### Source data
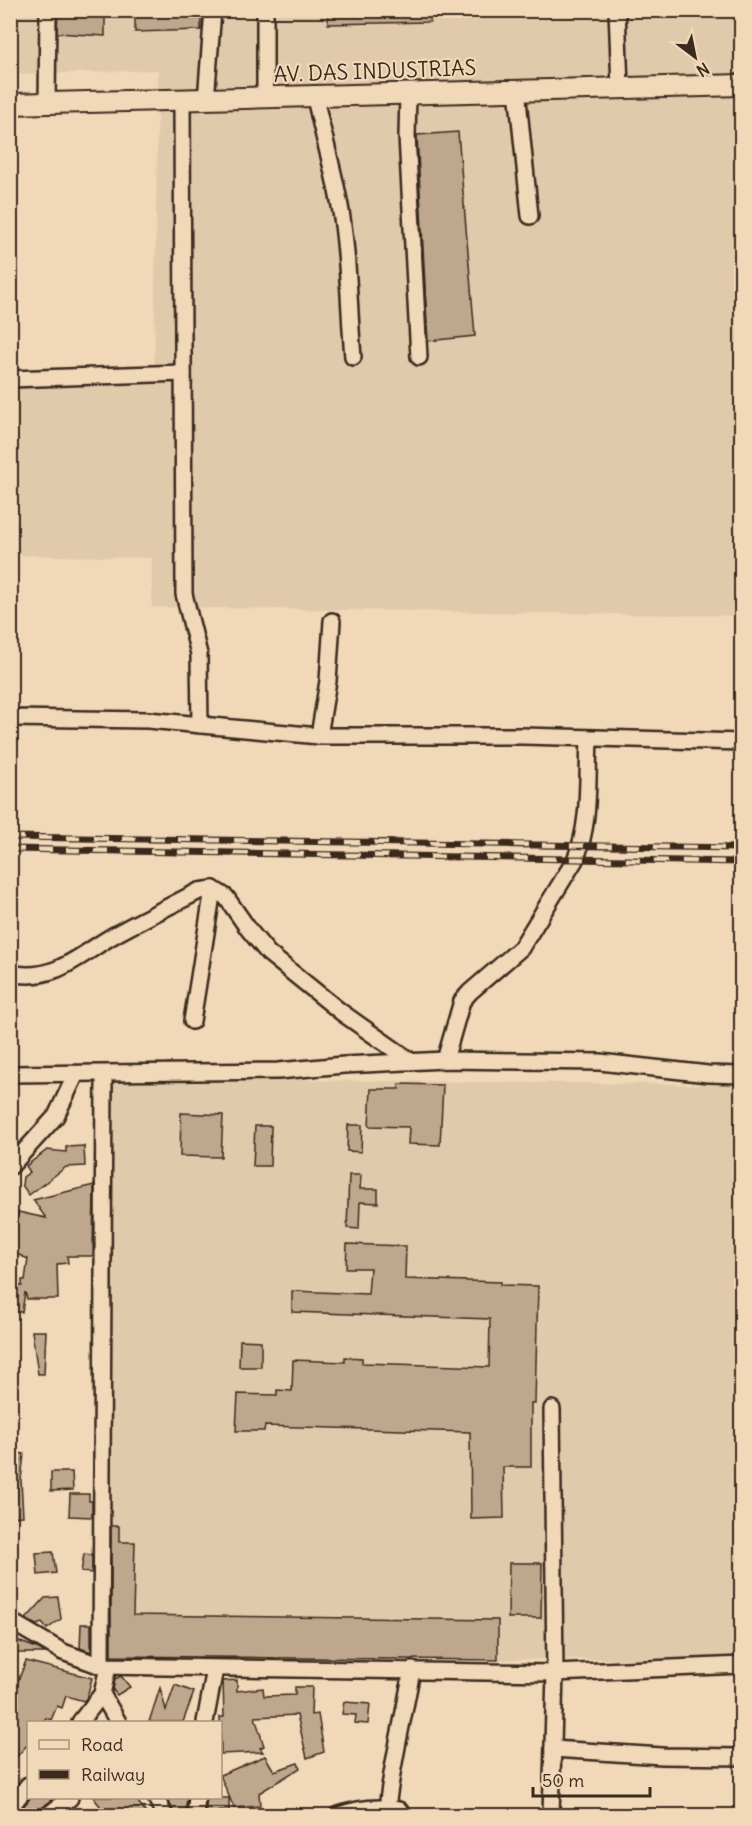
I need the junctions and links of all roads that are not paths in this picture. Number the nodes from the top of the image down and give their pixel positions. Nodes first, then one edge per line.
1 (48, 10) edge
2 (213, 10) edge
3 (265, 10) edge
4 (617, 10) edge
5 (741, 85) edge
6 (620, 87) junction
7 (517, 90) junction
8 (408, 94) junction
9 (315, 97) junction
10 (265, 98) junction
11 (182, 100) junction
12 (206, 100) junction
13 (47, 103) junction
14 (10, 104) edge
15 (531, 216) dead end
16 (353, 357) dead end
17 (419, 357) dead end
18 (183, 373) junction
19 (10, 379) edge
20 (332, 621) dead end
21 (10, 718) edge
22 (200, 725) junction
23 (319, 736) junction
24 (589, 739) junction
25 (741, 742) edge
26 (213, 889) junction
27 (10, 973) edge
28 (192, 1021) dead end
29 (445, 1059) junction
30 (412, 1062) junction
31 (10, 1074) edge
32 (76, 1074) junction
33 (104, 1074) junction
34 (741, 1075) edge
35 (10, 1167) edge
36 (552, 1409) dead end
37 (10, 1621) edge
38 (741, 1665) edge
39 (104, 1667) junction
40 (215, 1669) junction
41 (412, 1670) junction
42 (555, 1673) junction
43 (102, 1694) junction
44 (81, 1721) edge
45 (117, 1721) edge
46 (205, 1721) edge
47 (553, 1749) junction
48 (741, 1757) edge
49 (27, 1786) edge
50 (67, 1799) edge
51 (157, 1799) edge
52 (197, 1799) edge
53 (10, 1808) edge
54 (387, 1809) junction
55 (47, 1815) edge
56 (165, 1815) edge
57 (195, 1815) edge
58 (336, 1815) edge
59 (404, 1815) edge
60 (551, 1815) edge

1 - 13 street
2 - 12 street
3 - 10 street
4 - 6 street
5 - 6 main road, AV. DAS INDUSTRIAS
6 - 7 main road, AV. DAS INDUSTRIAS
7 - 8 main road, AV. DAS INDUSTRIAS
7 - 15 street
8 - 9 main road, AV. DAS INDUSTRIAS
8 - 17 street
9 - 10 main road, AV. DAS INDUSTRIAS
9 - 16 street
10 - 12 main road, AV. DAS INDUSTRIAS
11 - 12 main road, AV. DAS INDUSTRIAS
11 - 13 main road, AV. DAS INDUSTRIAS
11 - 18 street
13 - 14 main road, AV. DAS INDUSTRIAS
18 - 19 street
18 - 22 street
20 - 23 street
21 - 22 street
22 - 23 street
23 - 24 street
24 - 25 street
24 - 29 street
26 - 27 street
26 - 28 street
26 - 30 street
29 - 30 street
29 - 34 street
30 - 33 street
31 - 32 street
32 - 33 street
32 - 35 street
33 - 39 street
36 - 42 street
37 - 39 street
38 - 42 street
39 - 40 street
39 - 43 street
40 - 41 street
40 - 46 street
41 - 42 street
41 - 54 street
42 - 47 street
43 - 44 street
43 - 45 street
47 - 48 street
47 - 60 street
49 - 53 street
50 - 55 street
51 - 56 street
52 - 57 street
54 - 58 street
54 - 59 street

### Task statement
Look through the entries for the string "main". Every line that has it belongs in the answer.

### Exercise output
5 - 6 main road, AV. DAS INDUSTRIAS
6 - 7 main road, AV. DAS INDUSTRIAS
7 - 8 main road, AV. DAS INDUSTRIAS
8 - 9 main road, AV. DAS INDUSTRIAS
9 - 10 main road, AV. DAS INDUSTRIAS
10 - 12 main road, AV. DAS INDUSTRIAS
11 - 12 main road, AV. DAS INDUSTRIAS
11 - 13 main road, AV. DAS INDUSTRIAS
13 - 14 main road, AV. DAS INDUSTRIAS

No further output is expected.